Bardağın dolu tarafından çok, boş tarafını öne aldık…Bize göre yanlış, eksik, olumsuz olan ne varsa görebildiğimiz kadarıyla irdeledik.
Çuvaldızı kendimize batırma düşüncesini taşıdık bir konuyu irdelerken.
Yerini bulsun veya bulmasın iyiyi, güzeli, doğruyu bulmak için kafa yorduk kendimizce.
Olması gereken de buydu aslında…
Urfa’nın hak ettiği yerde olmadığını söylerken defalarca, bunda yıllardır herkesin payı olduğunu söyleyip durduk satırlarımızın gittiği yere kadar…
Elbette Urfa gelişiyor, değişiyor… Elbette bu yolda birçok insanın emeği ve uğraşı var. Bunlar inkar edilemez. Geçmişten günümüze birçok yöneticimiz görev aşkıyla çalışmıştır bu memlekette! Hala bunun mücadelesini verenler var!
Ama iyi niyetli çalışmalar yetersiz kalmış demek ki!
Geldiğimiz nokta birkaç yılın birikimi değil, yılların bize bıraktığı bir miras…
Kim istemez modern bir kentte, kişi başına düşen gelirin 20 bin dolar olduğu mutlu bir toplumda yaşamayı…
Daha geçen hafta Maraş örneğini verirken (Antep’ten vazgeçtik) gördüğümüz manzaranın Türkiye adına verdiği sevinç, Urfa adına verdiği üzüntü içimizde bir düğüm oluşturacak ki olayın sıcaklığıyla aynen şöyle demiştik bu köşede:
“Lafa gelince kendini Urfa’nın ileri geleni sayanlar yatırıma gelince geri durmaktadır.
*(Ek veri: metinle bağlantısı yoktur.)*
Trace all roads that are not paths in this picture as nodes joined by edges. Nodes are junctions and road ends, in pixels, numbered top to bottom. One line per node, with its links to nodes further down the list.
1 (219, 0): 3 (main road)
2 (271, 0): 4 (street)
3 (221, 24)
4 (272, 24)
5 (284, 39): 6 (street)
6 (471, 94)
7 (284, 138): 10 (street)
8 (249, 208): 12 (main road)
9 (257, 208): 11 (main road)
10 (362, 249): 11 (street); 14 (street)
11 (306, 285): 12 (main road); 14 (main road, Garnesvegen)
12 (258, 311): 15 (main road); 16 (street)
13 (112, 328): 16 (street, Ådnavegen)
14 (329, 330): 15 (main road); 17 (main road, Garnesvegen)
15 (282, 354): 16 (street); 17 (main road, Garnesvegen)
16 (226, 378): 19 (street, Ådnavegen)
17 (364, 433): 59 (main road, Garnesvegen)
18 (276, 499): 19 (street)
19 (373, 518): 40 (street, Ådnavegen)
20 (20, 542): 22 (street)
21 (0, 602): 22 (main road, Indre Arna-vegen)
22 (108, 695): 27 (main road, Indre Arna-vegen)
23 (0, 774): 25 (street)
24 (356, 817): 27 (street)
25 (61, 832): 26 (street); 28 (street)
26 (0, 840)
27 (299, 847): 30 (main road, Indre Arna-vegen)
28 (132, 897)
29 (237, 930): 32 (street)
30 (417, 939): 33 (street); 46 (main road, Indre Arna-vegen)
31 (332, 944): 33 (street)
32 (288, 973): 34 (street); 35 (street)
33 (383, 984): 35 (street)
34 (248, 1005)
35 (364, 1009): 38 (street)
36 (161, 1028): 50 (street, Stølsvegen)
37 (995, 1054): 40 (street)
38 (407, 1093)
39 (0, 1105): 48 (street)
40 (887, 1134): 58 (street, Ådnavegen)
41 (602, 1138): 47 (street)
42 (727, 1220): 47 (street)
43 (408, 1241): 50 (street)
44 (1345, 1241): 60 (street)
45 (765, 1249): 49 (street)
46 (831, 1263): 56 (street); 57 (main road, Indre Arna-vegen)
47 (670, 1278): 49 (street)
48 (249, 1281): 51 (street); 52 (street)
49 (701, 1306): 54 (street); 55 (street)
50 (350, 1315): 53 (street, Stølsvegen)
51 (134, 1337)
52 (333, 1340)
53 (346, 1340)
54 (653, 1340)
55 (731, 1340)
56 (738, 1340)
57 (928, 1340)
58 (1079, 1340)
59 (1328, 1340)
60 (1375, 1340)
Ya kolay para kazanma yolu tercih edilmekte ya da başka memleketlerde iş yapılmaktadır…
Elinde tespih sallamakla, üç gün sonra yiyeceği yemeğin hesabını yapmakla, hep aynı kişilerden oluşan sıra sohbetlerinde zaman tüketmekle bir yere varılmıyor…”
Bu sözler hem bir özeleştiri hem bir serzenişi barındırıyor haznesinde…
Bir Urfalı olarak “Urfa neden bir Kocaeli, bir Denizli, bir Kayseri, bir Antep olamıyor” un ezikliğini duyuyorum
Bir ülkede tüm bölgelerin aynı oranda gelişemeyeceği gerçeğini de göz ardı etmiyorum…
Amerika’da da böyle, Almanya’da da böyle, ıtalya’da da…
Ama yine de “neden olmasın!” diyorum…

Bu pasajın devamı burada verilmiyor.